After you have evaluated your soil and grass, you should take these steps next:
- Prepare the ground. The soil should be turned over to a depth of 12 inches and any weeds, stones or large roots should be removed. The area should then be gently leveled with the back of a rake or other tool that can be drug across the over-turned soil. At his point, the soil should be lightly packed down by treading over the area or using as roller if you have one available. Wait a week or two if possible, picking any weeds that sprout in the prepared area.
- Sow your seeds. The seed you choose should be based on the climate you live in, the type of soil and the amount of shade vs. sunlight in the area. The seed can be spread by hand, by using a handheld spreader for small areas or the larger wheeled grass spreaders for larger areas. You should remember not to over-seed any one area. This can result in the seeds draining the soil of nutrients. The proper coverage is about 12 to 16 seeds per square inch. Don't forget to use your lawn roller or even the tread of your shoes again to press the seed into the soil. The final step is to use a fine screened compost over the area. It can be a bit more expensive than commonly used alternatives such as steer manure or hay.
- Don't forget to look up.
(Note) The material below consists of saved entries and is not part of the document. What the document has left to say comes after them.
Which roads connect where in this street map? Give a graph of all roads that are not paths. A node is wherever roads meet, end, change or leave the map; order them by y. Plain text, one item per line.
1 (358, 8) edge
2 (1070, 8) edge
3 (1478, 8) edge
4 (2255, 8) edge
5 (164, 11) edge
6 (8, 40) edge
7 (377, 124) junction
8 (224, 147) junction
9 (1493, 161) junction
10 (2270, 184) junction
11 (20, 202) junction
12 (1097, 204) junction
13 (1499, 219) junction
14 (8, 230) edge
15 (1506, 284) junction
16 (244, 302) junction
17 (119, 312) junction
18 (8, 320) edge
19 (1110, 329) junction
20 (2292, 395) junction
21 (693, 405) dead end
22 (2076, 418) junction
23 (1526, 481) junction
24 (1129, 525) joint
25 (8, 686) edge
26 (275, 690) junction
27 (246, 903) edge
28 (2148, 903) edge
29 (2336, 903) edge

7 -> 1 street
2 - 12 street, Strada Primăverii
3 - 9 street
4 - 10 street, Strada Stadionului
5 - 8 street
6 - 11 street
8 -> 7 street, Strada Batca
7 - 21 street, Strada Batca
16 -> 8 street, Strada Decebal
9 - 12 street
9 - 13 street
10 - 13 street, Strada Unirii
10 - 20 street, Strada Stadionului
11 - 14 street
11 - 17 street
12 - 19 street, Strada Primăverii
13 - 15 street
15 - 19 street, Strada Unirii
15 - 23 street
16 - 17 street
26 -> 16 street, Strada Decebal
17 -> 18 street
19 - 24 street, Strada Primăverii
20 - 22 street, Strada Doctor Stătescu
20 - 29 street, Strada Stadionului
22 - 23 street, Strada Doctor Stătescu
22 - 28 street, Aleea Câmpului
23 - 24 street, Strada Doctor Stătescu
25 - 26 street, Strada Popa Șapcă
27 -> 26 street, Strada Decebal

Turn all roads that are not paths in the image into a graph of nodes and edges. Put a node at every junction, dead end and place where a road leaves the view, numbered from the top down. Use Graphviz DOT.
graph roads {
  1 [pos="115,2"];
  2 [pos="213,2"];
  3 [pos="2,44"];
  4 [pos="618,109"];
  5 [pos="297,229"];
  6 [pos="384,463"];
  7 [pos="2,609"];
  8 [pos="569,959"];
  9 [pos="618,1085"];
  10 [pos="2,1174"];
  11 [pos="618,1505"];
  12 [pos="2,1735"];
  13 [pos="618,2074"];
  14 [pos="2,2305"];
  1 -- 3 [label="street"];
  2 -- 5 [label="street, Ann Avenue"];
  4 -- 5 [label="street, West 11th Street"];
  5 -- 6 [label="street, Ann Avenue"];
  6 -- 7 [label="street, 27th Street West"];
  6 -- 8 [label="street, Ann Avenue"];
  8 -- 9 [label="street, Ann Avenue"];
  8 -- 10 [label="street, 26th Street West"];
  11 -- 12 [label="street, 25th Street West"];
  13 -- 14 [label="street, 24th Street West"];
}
If you have bushes or trees in the yard, they probably need to be trimmed. Also, be sure to water your evergreens so that they don't dehydrate in the winter.
- Don't forget to have fun with fall and winter curb appeal. When all the work is done preparing for a lush spring lawn, There is no good reason why your rental property needs to be uninviting for perspective tenants just because it is fall. Consider pumpkins on the stoop, perhaps some potted fall flowers or a tasteful yard decoration here and there. Your flower beds can draw the eye with festive colored mulch and perhaps a mum or two.
It may seem like wasted effort when it comes to caring for a seemingly dead lawn and flower beds long past their prime, but when spring comes around again, your newly green landscape will thank you.